Chater Road (Chinese: 遮打道) is a three-lane road in Central, Hong Kong. It begins at its intersection with Pedder Street and Des Voeux Road Central in the west, and ends at Murray Road in the east. It divides Statue Square into southern and northern sections.

==History==
Chater Road is named after Sir Paul Chater, a leading figure in early colonial Hong Kong, who was instrumental in the Praya Reclamation Scheme which created the reclaimed land on which the road is built. Chater House, owned by Hongkong Land, is located at the western end of the road, which abuts the similarly dedicated Chater Garden, a public square in the middle of the central business district.

==Events==
Since the growth in the number of foreign domestic helpers in Hong Kong, the road is now usually closed on Sundays and on Hong Kong bank holidays, when the road and the surrounding areas are full of domestic helpers gathering to enjoy their day off work.
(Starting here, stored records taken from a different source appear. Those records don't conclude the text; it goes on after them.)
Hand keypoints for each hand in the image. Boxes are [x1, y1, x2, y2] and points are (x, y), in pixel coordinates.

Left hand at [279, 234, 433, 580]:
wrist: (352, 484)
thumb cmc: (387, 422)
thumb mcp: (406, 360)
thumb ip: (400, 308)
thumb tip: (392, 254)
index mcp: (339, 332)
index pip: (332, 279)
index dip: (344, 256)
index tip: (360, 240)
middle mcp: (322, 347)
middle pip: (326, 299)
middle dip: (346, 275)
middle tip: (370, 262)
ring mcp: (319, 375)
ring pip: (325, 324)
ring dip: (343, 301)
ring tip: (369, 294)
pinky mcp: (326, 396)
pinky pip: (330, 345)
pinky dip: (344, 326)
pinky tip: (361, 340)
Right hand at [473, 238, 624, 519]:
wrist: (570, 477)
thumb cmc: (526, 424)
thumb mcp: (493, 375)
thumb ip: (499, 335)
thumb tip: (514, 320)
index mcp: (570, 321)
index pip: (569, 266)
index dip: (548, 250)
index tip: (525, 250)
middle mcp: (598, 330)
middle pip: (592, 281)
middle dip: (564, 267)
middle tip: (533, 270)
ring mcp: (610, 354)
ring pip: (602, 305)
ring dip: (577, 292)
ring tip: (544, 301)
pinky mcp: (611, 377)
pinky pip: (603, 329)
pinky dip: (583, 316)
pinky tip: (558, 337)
Impromptu parties with music and dancing are held frequently, and almost all of the people share picnics with their friends.

==Sites along the road==
Points of interest along the road include (from west to east):
- Chater House
- St George's Building
- Alexandra House
- Mandarin Oriental Hotel
- Prince's Building
- Statue Square
- World War I cenotaph
- Court of Final Appeal Building
- Hong Kong Club Building
- AIA Central (previously AIG Tower)
- Chater Garden (a former cricket ground, and common location for protests)

The former Furama Kempinski Hotel stood on the site of the AIG Tower.

==Public transport==
Part of the MTR's Tsuen Wan line runs underneath the road, and the Tsuen Wan line station serving the area was originally called Chater in English. It was later renamed Central together with the Island line Pedder station nearby.